Why Are the Russians Digging Tunnels in Abkhazia?


by Giorgi Kvelashvili

Following Russian Prime Minister Vladimir Putin’s visit to the occupied Georgian province of Abkhazia in late August 2008, the Kremlin appears to be intensifying its military preparations in the South Caucasus.

On September 4, Georgian newspapers and TV channels reported that “the Russian occupation forces have been engaged for two months in constructing a one-kilometer-long tunnel deep in the Ochamchire district. Allegedly, the construction is highly secretive, only Russian military are employed and the local residents are not even allowed to approach the construction site. The Russians will use the tunnel to deploy military equipment and munitions.”

Television station Rustavi 2 showed footage of the tunnel construction “clandestinely taken on a cell phone by a Sokhumi resident.” According to Rustavi 2’ “the Russian occupation forces have been engaged for two months in construction work and that 700 meters have already been dug through the mountains near the town of Tkvarcheli”.

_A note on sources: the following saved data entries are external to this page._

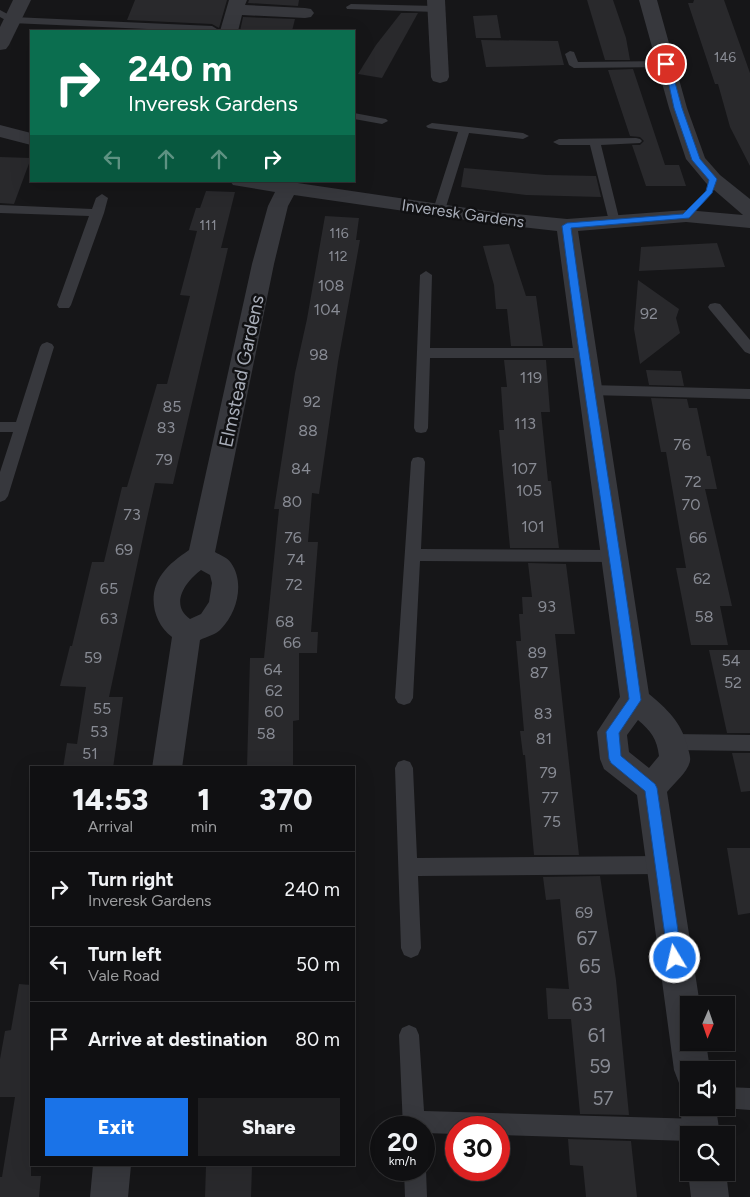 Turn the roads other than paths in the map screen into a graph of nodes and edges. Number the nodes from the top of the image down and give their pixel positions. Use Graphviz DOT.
graph roads {
  1 [pos="22,0"];
  2 [pos="648,0"];
  3 [pos="237,5"];
  4 [pos="436,5"];
  5 [pos="351,7"];
  6 [pos="305,13"];
  7 [pos="5,16"];
  8 [pos="93,28"];
  9 [pos="138,29"];
  10 [pos="192,30"];
  11 [pos="220,30"];
  12 [pos="0,45"];
  13 [pos="570,54"];
  14 [pos="666,64"];
  15 [pos="440,77"];
  16 [pos="355,116"];
  17 [pos="382,121"];
  18 [pos="432,126"];
  19 [pos="464,130"];
  20 [pos="0,131"];
  21 [pos="523,136"];
  22 [pos="30,139"];
  23 [pos="636,141"];
  24 [pos="559,142"];
  25 [pos="595,142"];
  26 [pos="713,179"];
  27 [pos="250,182"];
  28 [pos="291,186"];
  29 [pos="102,198"];
  30 [pos="0,209"];
  31 [pos="439,210"];
  32 [pos="750,210"];
  33 [pos="98,213"];
  34 [pos="686,216"];
  35 [pos="614,222"];
  36 [pos="750,222"];
  37 [pos="567,226"];
  38 [pos="426,276"];
  39 [pos="64,305"];
  40 [pos="715,307"];
  41 [pos="47,346"];
  42 [pos="750,350"];
  43 [pos="424,353"];
  44 [pos="583,353"];
  45 [pos="589,390"];
  46 [pos="750,394"];
  47 [pos="0,427"];
  48 [pos="22,427"];
  49 [pos="421,428"];
  50 [pos="418,462"];
  51 [pos="0,496"];
  52 [pos="412,555"];
  53 [pos="201,556"];
  54 [pos="616,556"];
  55 [pos="187,633"];
  56 [pos="404,698"];
  57 [pos="635,700"];
  58 [pos="672,742"];
  59 [pos="750,743"];
  60 [pos="167,766"];
  61 [pos="404,768"];
  62 [pos="651,788"];
  63 [pos="661,865"];
  64 [pos="407,867"];
  65 [pos="411,948"];
  66 [pos="409,1035"];
  67 [pos="691,1061"];
  68 [pos="735,1098"];
  69 [pos="750,1099"];
  70 [pos="414,1116"];
  71 [pos="435,1124"];
  72 [pos="700,1124"];
  73 [pos="112,1166"];
  74 [pos="415,1181"];
  75 [pos="708,1181"];
  76 [pos="109,1197"];
  77 [pos="416,1197"];
  78 [pos="710,1197"];
  1 -- 7 [label="street"];
  2 -- 14 [label="street"];
  3 -- 6 [label="street"];
  3 -- 11 [label="street"];
  4 -- 5 [label="lane"];
  4 -- 15 [label="street"];
  7 -- 8 [label="lane"];
  7 -- 12 [label="street"];
  8 -- 9 [label="lane"];
  9 -- 10 [label="lane"];
  10 -- 11 [label="lane"];
  13 -- 14 [label="lane"];
  14 -- 26 [label="street"];
  16 -- 17 [label="lane"];
  18 -- 19 [label="lane"];
  19 -- 21 [label="lane"];
  19 -- 31 [label="lane"];
  20 -- 22 [label="street"];
  23 -- 25 [label="lane"];
  24 -- 25 [label="lane"];
  25 -- 35 [label="lane"];
  26 -- 32 [label="street"];
  26 -- 34 [label="street"];
  27 -- 28 [label="street, Inveresk Gardens"];
  28 -- 31 [label="street, Inveresk Gardens"];
  28 -- 53 [label="street, Elmstead Gardens"];
  29 -- 33 [label="lane"];
  30 -- 33 [label="lane"];
  31 -- 37 [label="street, Inveresk Gardens"];
  33 -- 39 [label="lane"];
  34 -- 35 [label="street, Inveresk Gardens"];
  34 -- 36 [label="street, Inveresk Gardens"];
  35 -- 37 [label="street, Inveresk Gardens"];
  37 -- 44 [label="street"];
  38 -- 43 [label="lane"];
  40 -- 42 [label="lane"];
  41 -- 48 [label="lane"];
  43 -- 44 [label="lane"];
  43 -- 49 [label="lane"];
  44 -- 45 [label="street"];
  45 -- 46 [label="lane"];
  45 -- 54 [label="street"];
  47 -- 48 [label="lane"];
  48 -- 51 [label="lane"];
  50 -- 52 [label="lane"];
  52 -- 54 [label="lane"];
  52 -- 56 [label="lane"];
  53 -- 55 [label="street"];
  53 -- 55 [label="street"];
  54 -- 57 [label="street"];
  55 -- 60 [label="street"];
  57 -- 58 [label="street"];
  57 -- 62 [label="street"];
  58 -- 59 [label="lane"];
  58 -- 62 [label="street"];
  61 -- 64 [label="lane"];
  62 -- 63 [label="street"];
  63 -- 64 [label="lane"];
  63 -- 67 [label="street"];
  64 -- 65 [label="lane"];
  66 -- 70 [label="lane"];
  68 -- 69 [label="lane"];
  71 -- 72 [label="lane"];
  73 -- 76 [label="street"];
  74 -- 77 [label="lane"];
  75 -- 78 [label="street"];
} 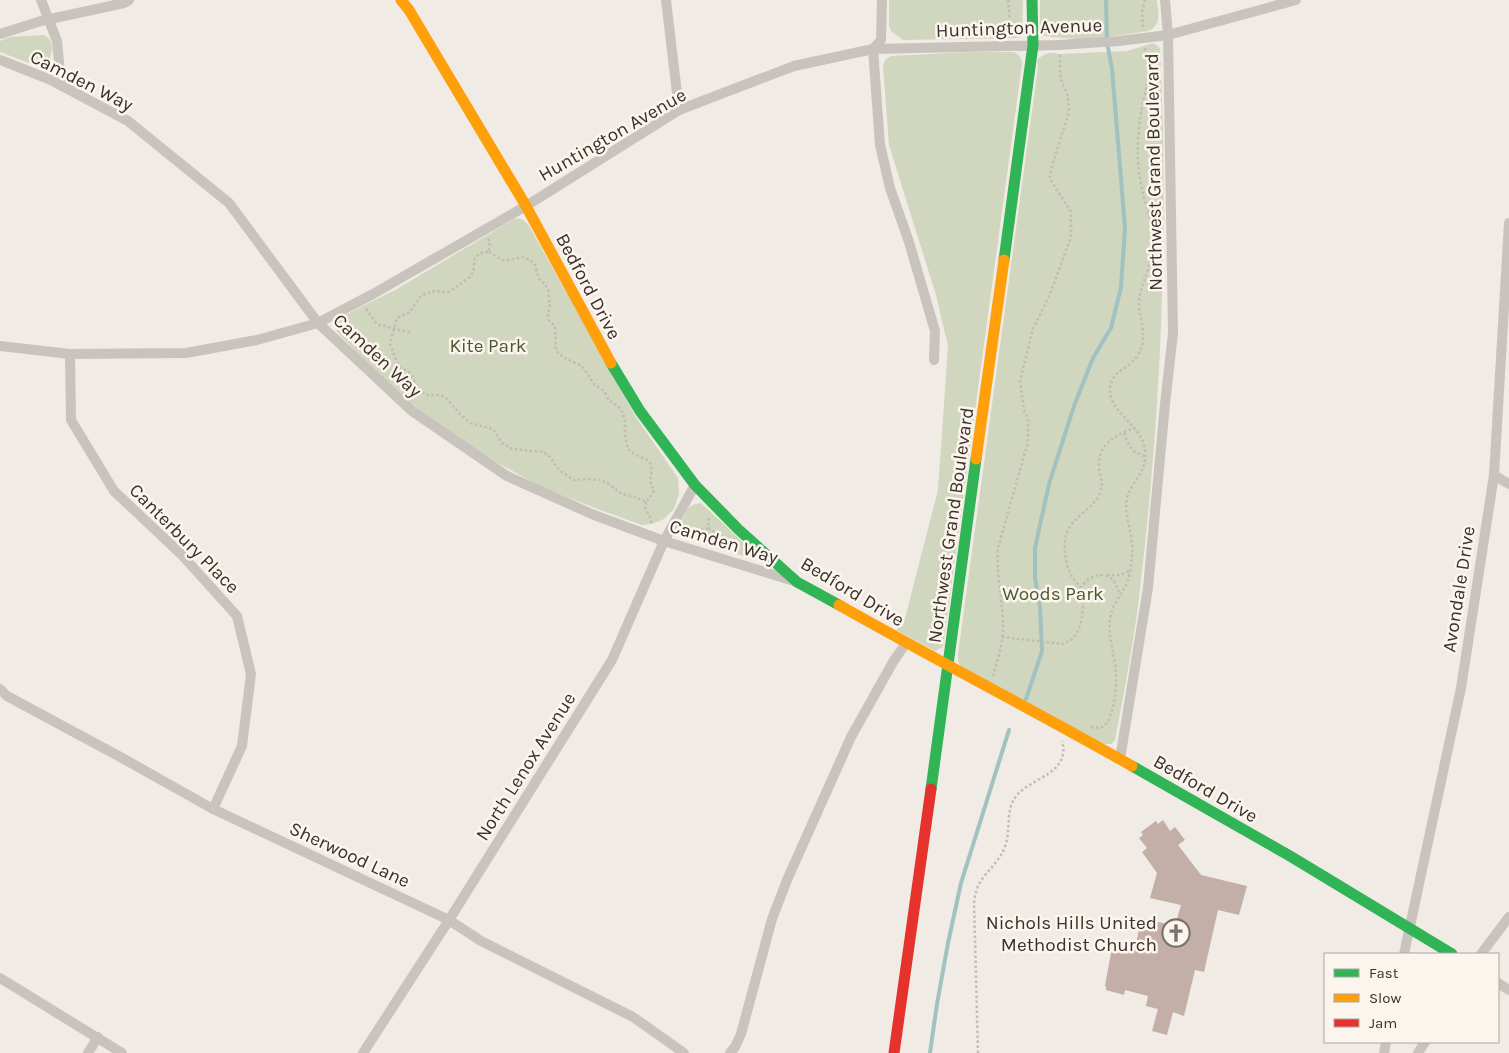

Georgian Public Broadcasting (GPB) reported that it is not one but several tunnels that the Russians are constructing near the towns of Ochamchire, Gulripshi and Tkvarcheli in the central and southern zones of occupation. The Russian military in some places are enlarging already existing tunnels leading to abandoned coal mines for “serious military purposes”.

The Georgian government has not commented on the Kremlin’s new construction activities and the Russian and Western media have not reported the story. It is difficult to speculate on the purpose of the tunnels, but the secretiveness of the construction leaves ample room for guessing.

Dr. Nodar Natadze, a Georgian scholar and a former member of the Georgian Parliament whose Popular Front played an important role in Georgia’s national liberation movement in the late 1980s and early 1990s thinks that the significance of the tunnels for the Russians cannot be overestimated.

On September 5, he gave an interview to iTV.ge, in which he presented two possible reasons for their construction.

“Russia is digging the tunnels in Abkhazia to deploy powerful, possibly, nuclear missiles there.” He based this assumption on the fact that “Russian naval forces are extremely weak in the Black Sea, having only one modern missile launcher Moskva.” Given this disadvantage, “Moscow would like to increase its offensive potential by deploying missiles along the Black Sea coast.”

Abkhazia’s geostrategic location, in Dr. Natadze’s words, is the primary reason why the Kremlin would like to use it as a missile base in addition to the North Caucasus where Russia already has missiles.

The second hypothesis Dr. Natadze mentioned was that the Russians might need “to use the tunnels to bury their nuclear waste.”

The international community has been largely silent about Russia’s illegal activities in Abkhazia and Tskhinvali. Although there is an EU Monitoring Mission in Georgia (EUMM), and its monitors are entitled under their mandate “to cover the entire territory of Georgia,” they are denied the opportunity by Russia to enter the occupied territories.

Given the prerogatives allowed by the mandate to monitor “the withdrawal of Russian and Georgian armed forces to the positions held prior to the outbreak of [August 2008] hostilities” and “to contribute to the stabilization and normalization of the situation in the areas affected by the war”, the EUMM and Brussels have the right to demand from the Russian side unfettered access to monitor the situation in the Georgian territories currently held by Russia, including Abkhazia and Tskhinvali.

If the Russians are indeed constructing tunnels for highly sensitive military deployments which could potentially alter the military balance in the South Caucasus, this should concern not only Georgia, but the entire international community, especially the United States and the European Union, which should express their concern and demand an explanation from Moscow.